Monday, January 14, 2013

The Warriors: Gritty to the point of Mythic

I just sat down and watched The Warriors, a 1979 film set in an anarchic New York City where gangs outnumber cops three-to-one, and the eponymous gang struggles to make it back to their turf in Coney Island after they are framed for killing a would-be Gangster Messiah. Cyrus.

On one hand, the film attempts to portray the dystopian feel of New York in the 70s - the sense that no one is safe from crime, and the police are only there to track you down and beat you with nightsticks. Our Warriors, who function as a single protagonist, even if they do get split up from time to time, are not necessarily good guys. They're a gang, and they act like a gang (albeit a small one.) The point is not that these are a bunch of model citizens fleeing rabid criminals - it's that they are just trying to survive an entire city sent against them.

The various gangs in the Warriors often skew toward the ridiculous. The Baseball Furies, for example, are all dressed in Yankees uniforms (so you know they're evil!) and wearing makeup in the style of KISS. For the most part, the film is almost episodic, having the Warriors travel from one gang's territory to the next, encountering various levels of resistance. All the while, the Rogues, whose leader was the one who actually killed Cyrus, search for them while Cyrus' gang, the Riffs (which is more of a paramilitary group than a street gang) coordinates the hunt for the people they think killed Cyrus.

I'll admit I've lived a relatively sheltered life, and I've grown up in areas where "gangs" of young people would be more laughable than threatening. For these people, though, there does not seem to be an alternative. The gang is your family and your sole support structure. The Warriors may not be "good" guys, but they're as honest as one can expect, and only want to get home safe.

The New York where I went to college was a much safer place - the 90s led to a huge reduction in street crime, and in Post-9/11 Manhattan, people might look at you funny if you seemed Middle Eastern (I do not,) but for the most part people were relatively friendly and gave you space. Yet I am also aware of the state that New York was in through the 70s and 80s, and this movie was made right smack dab in the middle of that era.

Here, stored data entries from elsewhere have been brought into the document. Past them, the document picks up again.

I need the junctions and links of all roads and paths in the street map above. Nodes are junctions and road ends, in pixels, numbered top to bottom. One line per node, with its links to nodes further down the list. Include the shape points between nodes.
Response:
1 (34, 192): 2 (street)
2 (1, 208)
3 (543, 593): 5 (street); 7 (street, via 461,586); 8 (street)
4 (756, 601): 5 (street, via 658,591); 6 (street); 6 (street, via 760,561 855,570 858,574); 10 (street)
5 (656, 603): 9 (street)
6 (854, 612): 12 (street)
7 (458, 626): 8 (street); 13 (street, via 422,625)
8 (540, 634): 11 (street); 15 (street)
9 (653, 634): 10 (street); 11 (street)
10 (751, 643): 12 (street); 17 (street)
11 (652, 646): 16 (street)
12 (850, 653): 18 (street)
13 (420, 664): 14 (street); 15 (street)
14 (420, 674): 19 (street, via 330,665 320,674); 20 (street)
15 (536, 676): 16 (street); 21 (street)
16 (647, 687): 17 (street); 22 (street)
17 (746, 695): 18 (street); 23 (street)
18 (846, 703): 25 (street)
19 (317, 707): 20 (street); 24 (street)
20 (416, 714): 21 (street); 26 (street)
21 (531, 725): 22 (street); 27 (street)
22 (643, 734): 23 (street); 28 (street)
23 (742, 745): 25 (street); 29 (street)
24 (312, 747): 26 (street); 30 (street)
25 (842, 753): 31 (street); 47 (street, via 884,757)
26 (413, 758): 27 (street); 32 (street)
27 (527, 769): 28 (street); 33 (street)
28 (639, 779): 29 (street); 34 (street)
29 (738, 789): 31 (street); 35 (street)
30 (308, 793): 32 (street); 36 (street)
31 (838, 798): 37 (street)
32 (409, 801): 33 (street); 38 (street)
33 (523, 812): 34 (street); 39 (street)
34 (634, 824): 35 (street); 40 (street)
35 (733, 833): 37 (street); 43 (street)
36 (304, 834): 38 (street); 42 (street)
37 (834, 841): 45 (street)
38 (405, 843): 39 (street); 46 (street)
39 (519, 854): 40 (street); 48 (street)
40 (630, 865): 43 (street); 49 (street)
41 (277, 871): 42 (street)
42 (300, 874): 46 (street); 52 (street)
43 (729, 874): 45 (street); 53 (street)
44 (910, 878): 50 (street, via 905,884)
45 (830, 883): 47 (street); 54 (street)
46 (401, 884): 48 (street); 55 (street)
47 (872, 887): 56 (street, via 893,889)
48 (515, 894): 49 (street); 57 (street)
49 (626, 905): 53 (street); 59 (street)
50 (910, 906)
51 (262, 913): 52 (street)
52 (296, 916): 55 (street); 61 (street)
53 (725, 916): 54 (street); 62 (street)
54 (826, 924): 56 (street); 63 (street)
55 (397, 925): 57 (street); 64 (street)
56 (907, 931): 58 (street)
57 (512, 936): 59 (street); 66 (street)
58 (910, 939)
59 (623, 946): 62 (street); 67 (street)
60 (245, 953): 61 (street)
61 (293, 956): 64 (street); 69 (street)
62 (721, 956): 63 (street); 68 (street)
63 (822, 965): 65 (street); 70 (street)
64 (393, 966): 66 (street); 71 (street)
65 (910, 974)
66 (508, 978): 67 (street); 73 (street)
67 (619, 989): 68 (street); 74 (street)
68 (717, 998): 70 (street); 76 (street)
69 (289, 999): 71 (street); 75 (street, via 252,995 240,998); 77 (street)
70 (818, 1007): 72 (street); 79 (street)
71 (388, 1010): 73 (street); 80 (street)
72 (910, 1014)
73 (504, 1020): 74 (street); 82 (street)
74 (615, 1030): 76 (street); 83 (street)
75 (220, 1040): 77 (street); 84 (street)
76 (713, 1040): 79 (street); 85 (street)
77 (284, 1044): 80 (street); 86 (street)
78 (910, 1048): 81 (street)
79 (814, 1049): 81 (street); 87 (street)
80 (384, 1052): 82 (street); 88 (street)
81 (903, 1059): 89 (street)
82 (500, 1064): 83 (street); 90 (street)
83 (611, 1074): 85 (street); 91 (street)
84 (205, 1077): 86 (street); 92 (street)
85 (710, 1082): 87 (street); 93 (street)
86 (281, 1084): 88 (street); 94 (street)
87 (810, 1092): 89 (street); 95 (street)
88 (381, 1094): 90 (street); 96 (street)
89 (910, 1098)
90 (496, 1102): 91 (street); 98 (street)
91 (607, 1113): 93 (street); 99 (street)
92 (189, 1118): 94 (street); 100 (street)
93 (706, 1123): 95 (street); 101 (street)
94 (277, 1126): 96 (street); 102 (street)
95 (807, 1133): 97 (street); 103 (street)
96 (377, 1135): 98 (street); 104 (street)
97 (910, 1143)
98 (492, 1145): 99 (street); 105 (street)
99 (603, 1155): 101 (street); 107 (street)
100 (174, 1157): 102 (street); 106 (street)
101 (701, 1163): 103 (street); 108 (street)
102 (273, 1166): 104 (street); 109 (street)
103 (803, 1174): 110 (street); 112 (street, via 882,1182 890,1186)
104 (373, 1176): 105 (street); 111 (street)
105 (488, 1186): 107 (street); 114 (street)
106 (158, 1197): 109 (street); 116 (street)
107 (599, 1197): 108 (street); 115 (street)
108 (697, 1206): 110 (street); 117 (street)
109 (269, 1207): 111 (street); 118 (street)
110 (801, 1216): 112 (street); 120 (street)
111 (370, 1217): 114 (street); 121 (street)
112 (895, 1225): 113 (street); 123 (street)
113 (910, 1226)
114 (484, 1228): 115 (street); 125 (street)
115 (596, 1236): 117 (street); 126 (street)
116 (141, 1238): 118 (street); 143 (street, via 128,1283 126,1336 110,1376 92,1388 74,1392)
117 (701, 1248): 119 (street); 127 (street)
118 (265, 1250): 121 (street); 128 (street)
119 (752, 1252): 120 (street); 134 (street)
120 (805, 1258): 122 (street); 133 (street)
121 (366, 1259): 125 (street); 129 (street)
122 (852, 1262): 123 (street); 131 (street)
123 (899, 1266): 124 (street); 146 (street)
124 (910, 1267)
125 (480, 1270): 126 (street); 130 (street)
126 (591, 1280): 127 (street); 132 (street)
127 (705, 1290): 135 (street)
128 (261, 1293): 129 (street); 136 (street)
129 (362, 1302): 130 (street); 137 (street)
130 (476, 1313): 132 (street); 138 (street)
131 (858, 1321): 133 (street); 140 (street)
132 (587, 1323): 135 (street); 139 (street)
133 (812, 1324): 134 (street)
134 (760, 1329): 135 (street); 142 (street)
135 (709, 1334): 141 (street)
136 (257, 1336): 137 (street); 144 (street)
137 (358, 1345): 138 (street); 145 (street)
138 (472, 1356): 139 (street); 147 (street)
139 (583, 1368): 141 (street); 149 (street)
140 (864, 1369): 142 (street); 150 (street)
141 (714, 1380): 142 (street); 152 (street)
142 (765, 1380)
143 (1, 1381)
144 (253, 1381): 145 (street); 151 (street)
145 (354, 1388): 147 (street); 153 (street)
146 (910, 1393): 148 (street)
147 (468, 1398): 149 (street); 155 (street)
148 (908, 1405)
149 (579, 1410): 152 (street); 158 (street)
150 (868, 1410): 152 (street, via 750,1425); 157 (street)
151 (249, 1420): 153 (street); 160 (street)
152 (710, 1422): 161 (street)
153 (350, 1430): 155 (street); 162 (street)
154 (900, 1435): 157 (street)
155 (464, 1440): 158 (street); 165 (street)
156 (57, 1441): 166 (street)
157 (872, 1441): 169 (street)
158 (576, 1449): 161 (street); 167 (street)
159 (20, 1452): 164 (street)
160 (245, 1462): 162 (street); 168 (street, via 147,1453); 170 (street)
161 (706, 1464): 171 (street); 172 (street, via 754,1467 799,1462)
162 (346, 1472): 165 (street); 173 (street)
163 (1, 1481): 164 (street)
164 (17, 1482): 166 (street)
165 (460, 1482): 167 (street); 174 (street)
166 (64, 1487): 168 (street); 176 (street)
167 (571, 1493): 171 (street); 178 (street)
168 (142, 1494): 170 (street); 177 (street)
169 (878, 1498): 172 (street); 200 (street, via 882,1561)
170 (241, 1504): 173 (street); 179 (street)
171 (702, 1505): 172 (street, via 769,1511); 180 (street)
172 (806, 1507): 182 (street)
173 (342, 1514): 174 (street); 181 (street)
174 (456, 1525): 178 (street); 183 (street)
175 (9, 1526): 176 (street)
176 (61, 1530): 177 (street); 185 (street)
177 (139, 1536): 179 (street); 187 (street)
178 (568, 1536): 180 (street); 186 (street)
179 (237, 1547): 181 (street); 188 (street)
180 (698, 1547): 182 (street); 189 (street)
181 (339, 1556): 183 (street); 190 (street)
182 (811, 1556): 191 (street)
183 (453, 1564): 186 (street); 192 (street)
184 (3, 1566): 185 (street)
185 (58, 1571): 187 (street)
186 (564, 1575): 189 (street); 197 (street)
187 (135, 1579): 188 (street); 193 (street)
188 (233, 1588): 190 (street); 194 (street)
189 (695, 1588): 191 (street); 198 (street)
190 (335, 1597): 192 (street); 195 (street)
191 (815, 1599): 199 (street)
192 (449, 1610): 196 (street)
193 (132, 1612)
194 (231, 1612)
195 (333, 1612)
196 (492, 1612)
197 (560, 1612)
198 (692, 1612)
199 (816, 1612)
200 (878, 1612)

Honestly, even though I think the film tapped into the zeitgeist of the era, I don't know if I'd classify it as a "good" movie. The sole female character who appears in more than one of the vignettes (apart from the Tokyo Rose-like DJ) is a little ill-defined, except that we can perhaps sense that she has the same lost, nihilistic despair the drives the guys into gangs, but does not even have that outlet, capable only of watching (I assume) her brother mis-manage his somewhat pathetic gang, the Orphans. She's not alone in this - most of the characters are a bit generic, a hazard of making a story with a group protagonist.

One interesting segment is when three of the Warriors are approached by a group of women and invited back to their apartment. The women attempt to seduce them, and succeed with all but the youngest member of the gang, Rembrandt, only to reveal that they are actually only trying to kill the Warriors and earn favor with the Riffs like the other gangs.

The all-girl gang, revealed to be the "Lizzies," gives off a strong lesbian vibe, even though it is never stated explicitly (there is a long take of two of the women dancing sensuously with one another, so the implication is pretty clear at least to me.) Attitudes toward homosexuality, both male and female, have generally shifted considerably since 1979. Today, it seems the bigger issue for the portrayal of lesbians in fiction is the male gaze, co-opting female homosexuality as entertainment for men. If a story like this were made today, one would think that as Rembrandt notices the increasingly lesbian vibe among the women, he would be more excited to be around them, rather than less-so (and these are, for the most part, not particularly "butch" lesbians either.)

So are the Lizzies a plot element of female empowerment, punishing the Warriors for never considering that women could be a threat to them? Or are they meant as a new level of horror - that in this city of moral decay even pretty women are man-hating killers?

I may not find myself racing to the nearest DVD store to buy a copy, but I do get a sense that this film captured a certain attitude and aesthetic that defined its era. There's value in that as a cultural artifact, and as a work of art.